Text Facets and Clustering:

  • Experiment with different clustering algorithms on the 'author' and/or 'place' columns.

Working with Subsets:

  • Work with a subset of the dataset for faster processing.

Creating New Columns:

  • Create new columns based on existing ones. For example, preserve the original column and save the result from a "cluster" in a new column.

Timeline Creation:

  • Create a timeline using the 'year' column (ensure the dataset is cleaned first).
  • Compare years and different ways of writing city names using the sort function.

Author Analysis:

  • Choose an author and investigate changes in themes/topics/books they have written over time.

Task 2:

Reflect on Your Choices

Objective: Reflect on the short-term and long-term implications of your methodological decisions in data cleaning.

Reflection Exercise:

  • Consider the impact of standardizing city names and other data cleaning choices on your analysis.

Task 3:

Create Tidy Data and Export

Objective: Clean and export your dataset for further analysis and visualization.

Data Cleaning and Export:

  • Clean and export the dataset so it can be analyzed and visualized using Python, R, or Orange.
  • Enrich your data with geographical coordinates using OpenStreetMap.
  • Visualize the locations where books have been published on a map.

Task 4:

Danish Book History - What Do Titles Reveal?

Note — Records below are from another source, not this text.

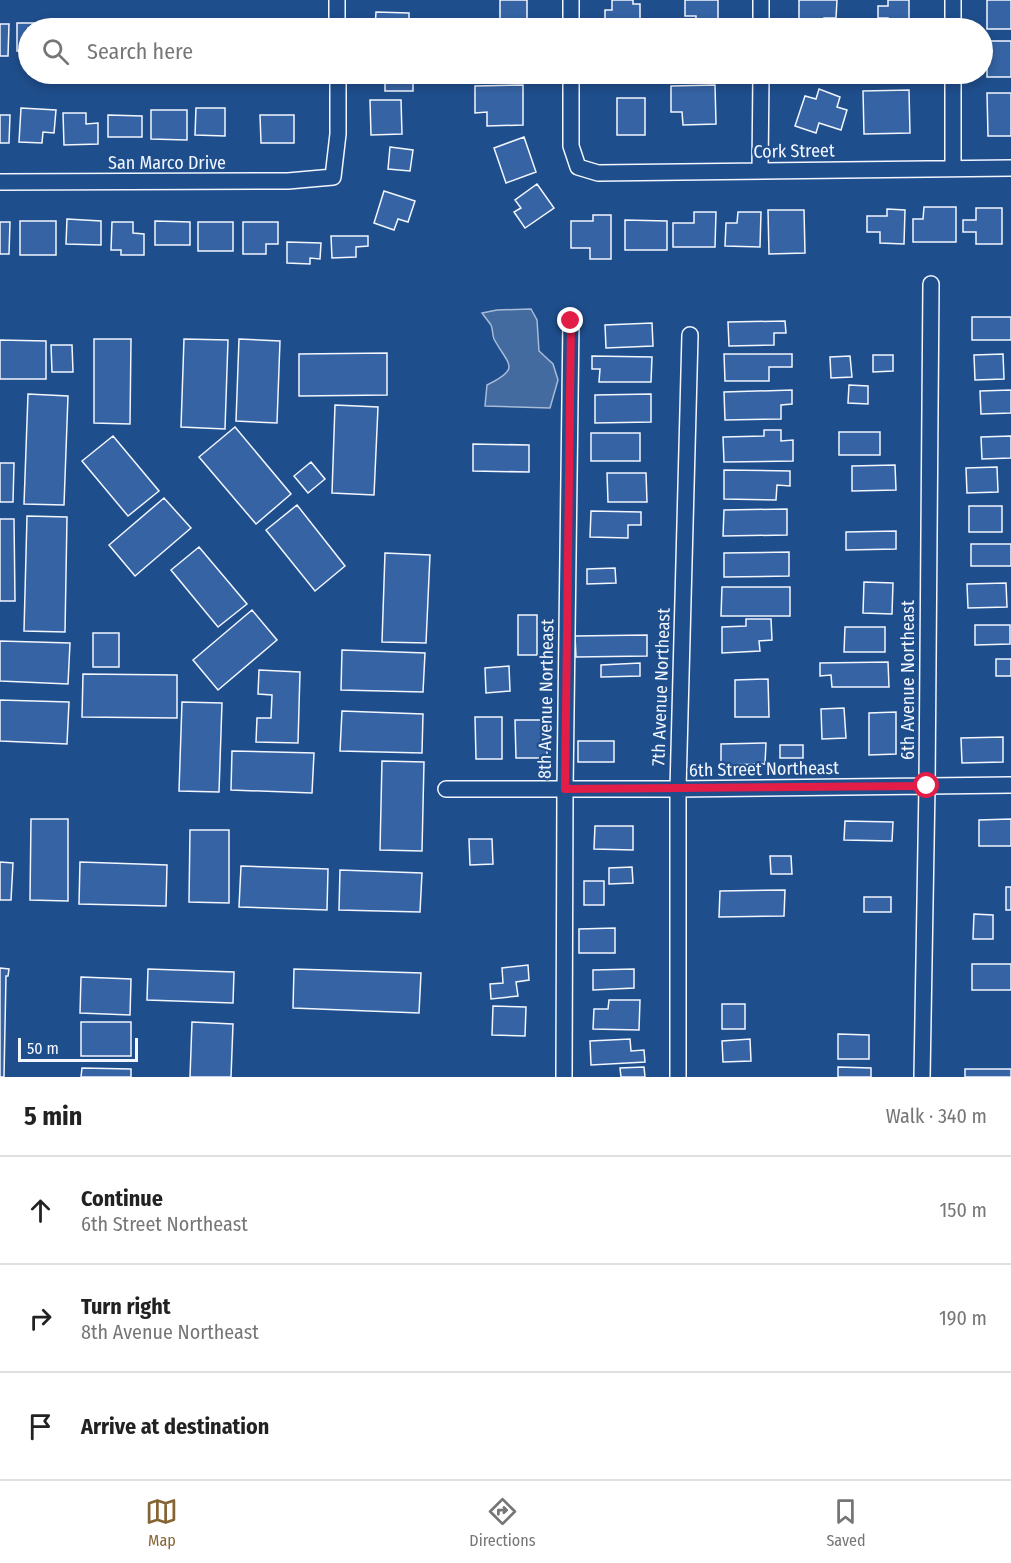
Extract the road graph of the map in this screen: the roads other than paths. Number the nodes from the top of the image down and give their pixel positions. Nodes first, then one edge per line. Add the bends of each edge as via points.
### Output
1 (337, 0) edge
2 (571, 0) edge
3 (761, 0) edge
4 (953, 0) edge
5 (337, 18) edge
6 (571, 18) edge
7 (761, 18) edge
8 (953, 18) edge
9 (338, 84) edge
10 (571, 84) edge
11 (761, 84) edge
12 (953, 84) edge
13 (953, 168) junction
14 (1011, 168) edge
15 (760, 170) junction
16 (0, 182) edge
17 (931, 284) dead end
18 (571, 321) dead end
19 (690, 335) dead end
20 (1011, 785) edge
21 (927, 786) junction
22 (446, 789) dead end
23 (565, 789) junction
24 (678, 789) junction
25 (564, 1077) edge
26 (678, 1077) edge
27 (922, 1077) edge

1 - 5 street
2 - 6 street
3 - 7 street
4 - 8 street
9 - 16 street, San Marco Drive via 333,177 288,181
10 - 15 street, Cork Street via 571,146 578,167 598,173
11 - 15 street
12 - 13 street
13 - 14 street, Cork Street
13 - 15 street, Cork Street
17 - 21 street, 6th Avenue Northeast
18 - 23 street, 8th Avenue Northeast
19 - 24 street, 7th Avenue Northeast
20 - 21 street, 6th Street Northeast
21 - 24 street, 6th Street Northeast
21 - 27 street, 6th Avenue Northeast
22 - 23 street, 6th Street Northeast
23 - 24 street, 6th Street Northeast
23 - 25 street, 8th Avenue Northeast
24 - 26 street, 7th Avenue Northeast

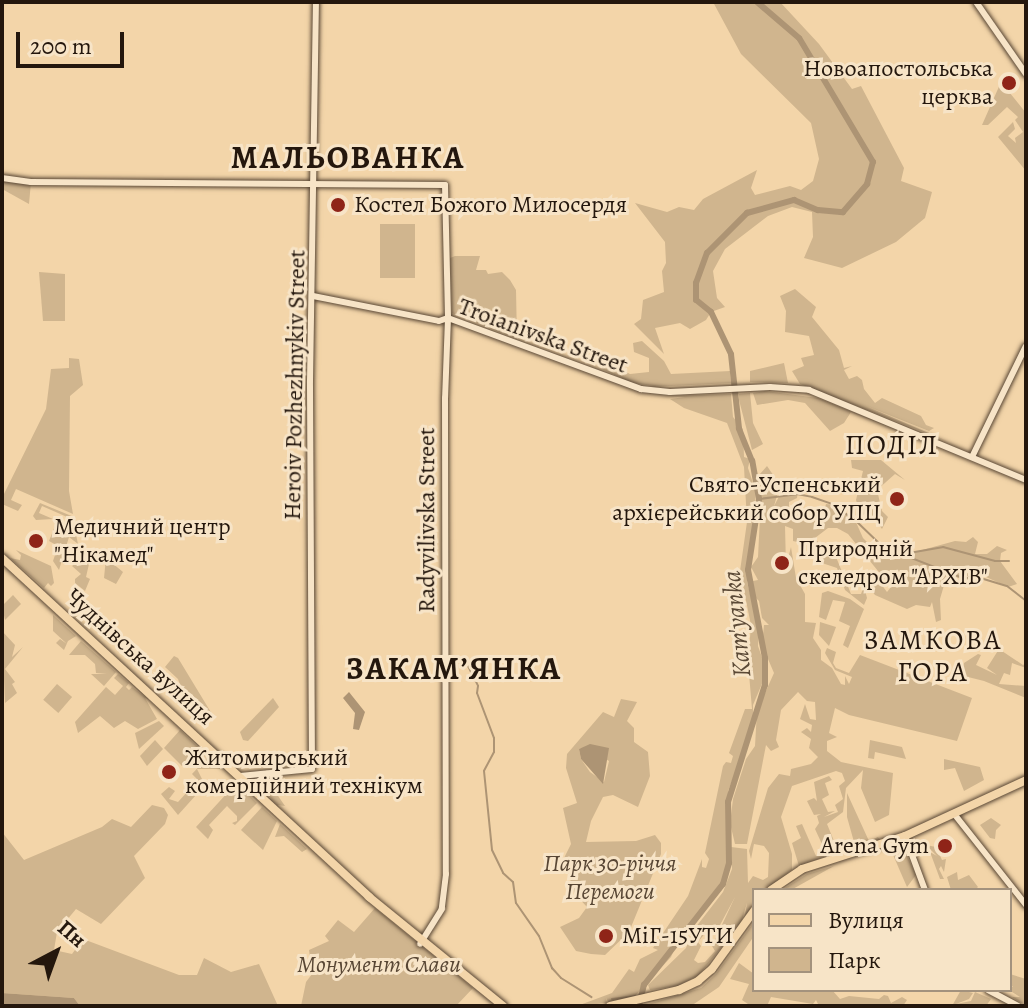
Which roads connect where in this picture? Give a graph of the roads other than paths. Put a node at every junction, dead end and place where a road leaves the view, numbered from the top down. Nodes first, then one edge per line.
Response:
1 (316, 2) edge
2 (976, 2) edge
3 (1026, 74) edge
4 (6, 179) edge
5 (315, 184) junction
6 (313, 296) junction
7 (448, 318) junction
8 (1026, 346) edge
9 (972, 457) junction
10 (1026, 480) edge
11 (2, 560) edge
12 (267, 774) junction
13 (240, 776) junction
14 (1026, 781) edge
15 (257, 792) junction
16 (956, 816) junction
17 (906, 837) junction
18 (776, 888) edge
19 (924, 888) edge
20 (1007, 888) edge
21 (1012, 895) edge
22 (1026, 905) edge
23 (752, 916) edge
24 (421, 943) junction
25 (992, 992) edge
26 (622, 1005) edge
27 (501, 1006) edge
28 (610, 1006) edge
29 (1018, 1006) edge

1 - 5 street, Heroiv Pozhezhnykiv Street
2 - 3 street
4 - 5 street
5 - 6 street, Heroiv Pozhezhnykiv Street
5 - 7 street, Radyvilivska Street
6 - 7 street, Troianivska Street
6 - 12 street, Heroiv Pozhezhnykiv Street
7 - 9 street, Troianivska Street
7 - 24 street, Radyvilivska Street
8 - 9 street
9 - 10 street
11 - 13 main road, Чуднівська вулиця
11 - 24 main road, Чуднівська вулиця
12 - 13 street
12 - 15 street
13 - 15 main road, Чуднівська вулиця
14 - 16 main road
15 - 24 main road, Чуднівська вулиця
16 - 17 main road
16 - 20 street
17 - 18 main road
17 - 19 street
21 - 22 street
23 - 26 main road
24 - 27 main road, Чуднівська вулиця
25 - 29 street
26 - 28 main road

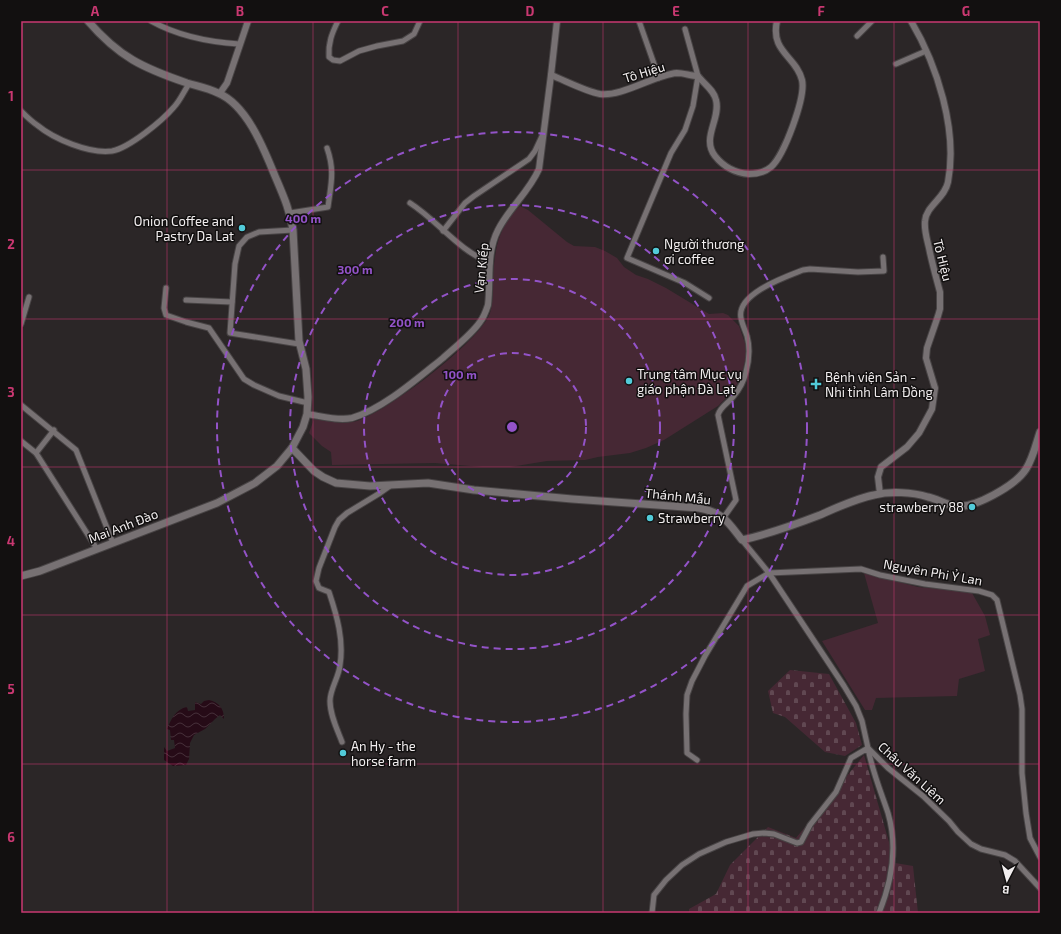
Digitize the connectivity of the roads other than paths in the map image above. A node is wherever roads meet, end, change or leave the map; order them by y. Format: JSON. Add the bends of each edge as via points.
{"nodes":[{"id":1,"x":88,"y":21,"type":"edge"},
{"id":2,"x":151,"y":21,"type":"edge"},
{"id":3,"x":248,"y":21,"type":"edge"},
{"id":4,"x":338,"y":21,"type":"edge"},
{"id":5,"x":420,"y":21,"type":"edge"},
{"id":6,"x":639,"y":21,"type":"edge"},
{"id":7,"x":777,"y":21,"type":"edge"},
{"id":8,"x":872,"y":21,"type":"edge"},
{"id":9,"x":911,"y":21,"type":"edge"},
{"id":10,"x":559,"y":22,"type":"edge"},
{"id":11,"x":685,"y":29,"type":"dead end"},
{"id":12,"x":856,"y":36,"type":"dead end"},
{"id":13,"x":239,"y":44,"type":"junction"},
{"id":14,"x":926,"y":51,"type":"junction"},
{"id":15,"x":896,"y":64,"type":"dead end"},
{"id":16,"x":552,"y":75,"type":"junction"},
{"id":17,"x":698,"y":76,"type":"junction"},
{"id":18,"x":659,"y":78,"type":"junction"},
{"id":19,"x":189,"y":84,"type":"junction"},
{"id":20,"x":220,"y":93,"type":"junction"},
{"id":21,"x":21,"y":111,"type":"edge"},
{"id":22,"x":544,"y":131,"type":"junction"},
{"id":23,"x":328,"y":148,"type":"dead end"},
{"id":24,"x":410,"y":203,"type":"dead end"},
{"id":25,"x":290,"y":213,"type":"junction"},
{"id":26,"x":293,"y":230,"type":"junction"},
{"id":27,"x":443,"y":231,"type":"junction"},
{"id":28,"x":883,"y":256,"type":"dead end"},
{"id":29,"x":490,"y":263,"type":"junction"},
{"id":30,"x":166,"y":288,"type":"dead end"},
{"id":31,"x":29,"y":297,"type":"dead end"},
{"id":32,"x":709,"y":298,"type":"dead end"},
{"id":33,"x":186,"y":300,"type":"dead end"},
{"id":34,"x":232,"y":302,"type":"junction"},
{"id":35,"x":21,"y":324,"type":"edge"},
{"id":36,"x":299,"y":344,"type":"junction"},
{"id":37,"x":308,"y":403,"type":"junction"},
{"id":38,"x":21,"y":405,"type":"edge"},
{"id":39,"x":307,"y":414,"type":"junction"},
{"id":40,"x":54,"y":430,"type":"junction"},
{"id":41,"x":1040,"y":432,"type":"edge"},
{"id":42,"x":22,"y":444,"type":"edge"},
{"id":43,"x":292,"y":448,"type":"junction"},
{"id":44,"x":1037,"y":449,"type":"edge"},
{"id":45,"x":36,"y":453,"type":"junction"},
{"id":46,"x":390,"y":486,"type":"junction"},
{"id":47,"x":880,"y":494,"type":"junction"},
{"id":48,"x":724,"y":517,"type":"junction"},
{"id":49,"x":742,"y":540,"type":"junction"},
{"id":50,"x":113,"y":543,"type":"junction"},
{"id":51,"x":97,"y":549,"type":"junction"},
{"id":52,"x":769,"y":573,"type":"junction"},
{"id":53,"x":21,"y":576,"type":"edge"},
{"id":54,"x":342,"y":742,"type":"dead end"},
{"id":55,"x":868,"y":748,"type":"junction"},
{"id":56,"x":697,"y":760,"type":"dead end"},
{"id":57,"x":1040,"y":857,"type":"edge"},
{"id":58,"x":1040,"y":888,"type":"edge"},
{"id":59,"x":652,"y":913,"type":"edge"},
{"id":60,"x":879,"y":913,"type":"edge"}],
"edges":[{"from":1,"to":19,"type":"main road","via":[[105,39],[132,60],[154,72]]},
{"from":2,"to":13,"type":"street","via":[[180,34],[219,43]]},
{"from":3,"to":13,"type":"street"},
{"from":4,"to":5,"type":"street","via":[[328,47],[329,57],[340,61],[358,51],[403,41],[414,34]]},
{"from":6,"to":18,"type":"street"},
{"from":7,"to":17,"type":"street","via":[[775,33],[778,43],[796,69],[803,90],[784,148],[771,168],[758,174],[746,174],[726,167],[715,156],[710,142],[717,100]]},
{"from":8,"to":12,"type":"street"},
{"from":9,"to":14,"type":"street","name":"Tô Hiệu"},
{"from":10,"to":16,"type":"street","name":"Vạn Kiếp"},
{"from":11,"to":17,"type":"street"},
{"from":13,"to":20,"type":"street","via":[[227,83]]},
{"from":14,"to":15,"type":"street"},
{"from":14,"to":47,"type":"street","name":"Tô Hiệu","via":[[944,105],[950,158],[946,190],[929,211],[925,221],[940,292],[940,309],[926,358],[935,393],[932,409],[919,432],[881,468],[878,477]]},
{"from":16,"to":18,"type":"street","name":"Tô Hiệu","via":[[604,94]]},
{"from":16,"to":22,"type":"street","name":"Vạn Kiếp"},
{"from":17,"to":18,"type":"street","name":"Tô Hiệu","via":[[677,73]]},
{"from":17,"to":32,"type":"street","via":[[693,106],[685,130],[671,153],[626,258],[685,283]]},
{"from":19,"to":20,"type":"main road"},
{"from":19,"to":21,"type":"street","via":[[174,108],[157,123],[136,140],[113,150],[94,150],[59,139],[36,125]]},
{"from":20,"to":25,"type":"main road","name":"Mai Anh Đào","via":[[243,113],[260,140]]},
{"from":22,"to":27,"type":"street","via":[[529,159],[465,203]]},
{"from":22,"to":29,"type":"street","name":"Vạn Kiếp","via":[[536,175],[497,231]]},
{"from":23,"to":25,"type":"street","via":[[333,176],[328,207]]},
{"from":24,"to":27,"type":"street"},
{"from":25,"to":26,"type":"main road","name":"Mai Anh Đào"},
{"from":26,"to":34,"type":"street","via":[[259,232],[248,236],[238,246]]},
{"from":26,"to":36,"type":"main road","name":"Mai Anh Đào"},
{"from":27,"to":29,"type":"street"},
{"from":28,"to":48,"type":"street","via":[[884,271],[802,270],[756,292],[742,307],[741,318],[749,347],[746,373],[736,394],[720,409],[718,415],[736,500]]},
{"from":29,"to":39,"type":"street","name":"Vạn Kiếp","via":[[486,312],[480,322],[437,362],[410,384],[357,416],[342,419]]},
{"from":30,"to":37,"type":"street","via":[[166,315],[209,328],[244,379],[279,396]]},
{"from":31,"to":35,"type":"street"},
{"from":33,"to":34,"type":"street"},
{"from":34,"to":36,"type":"street","via":[[230,333]]},
{"from":36,"to":37,"type":"main road","name":"Mai Anh Đào","via":[[306,369]]},
{"from":37,"to":39,"type":"main road","name":"Mai Anh Đào"},
{"from":38,"to":40,"type":"street"},
{"from":39,"to":43,"type":"main road","name":"Mai Anh Đào"},
{"from":40,"to":45,"type":"street"},
{"from":40,"to":50,"type":"street","via":[[76,450]]},
{"from":41,"to":44,"type":"main road"},
{"from":42,"to":45,"type":"street"},
{"from":43,"to":46,"type":"main road","name":"Thánh Mẫu","via":[[314,471],[336,483]]},
{"from":43,"to":50,"type":"main road","name":"Mai Anh Đào","via":[[277,466],[255,483],[217,502]]},
{"from":44,"to":47,"type":"main road","via":[[1022,474],[1011,484],[971,505],[954,506],[918,495]]},
{"from":45,"to":51,"type":"street"},
{"from":46,"to":48,"type":"main road","name":"Thánh Mẫu","via":[[428,483],[474,490],[677,506],[713,511]]},
{"from":46,"to":54,"type":"street","via":[[339,520],[316,580],[319,588],[329,592],[338,618],[341,639],[340,665],[330,700],[333,720]]},
{"from":47,"to":49,"type":"main road","via":[[864,497],[782,530]]},
{"from":48,"to":49,"type":"main road","name":"Thánh Mẫu"},
{"from":49,"to":52,"type":"street","name":"Châu Văn Liêm"},
{"from":50,"to":51,"type":"main road","name":"Mai Anh Đào"},
{"from":51,"to":53,"type":"main road","name":"Mai Anh Đào"},
{"from":52,"to":55,"type":"street","name":"Châu Văn Liêm","via":[[854,703],[862,721]]},
{"from":52,"to":56,"type":"street","via":[[747,586],[692,681],[687,695],[688,753]]},
{"from":52,"to":57,"type":"street","name":"Nguyên Phi Ỷ Lan","via":[[861,569],[925,584],[979,591],[995,597],[1020,695],[1026,813],[1030,838]]},
{"from":55,"to":58,"type":"street","name":"Châu Văn Liêm","via":[[923,796],[971,844],[1005,854]]},
{"from":55,"to":59,"type":"street","via":[[852,758],[836,792],[810,825],[801,842],[797,843],[774,834],[753,834],[699,854],[682,865],[654,895]]},
{"from":55,"to":60,"type":"street","via":[[888,816],[893,844],[889,885]]}]}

Objective: Analyze book titles to uncover trends and patterns in Danish book history.

Title Analysis:

  • Examine titles for reprints; identify which titles/books have been popular enough to be reprinted multiple times throughout Danish history.
  • Compare the length of typical titles across different historical periods.
  • Investigate different spellings associated with various historical periods or themes (e.g., reyse, reise, or rejse). Determine when the modern spelling 'rejse' began to be used.

By participating in these tasks, you will not only enhance your data handling skills but also gain a deeper understanding of how digital tools can be used to explore and interpret cultural heritage data. We look forward to seeing the insights you uncover and the skills you develop during this workshop!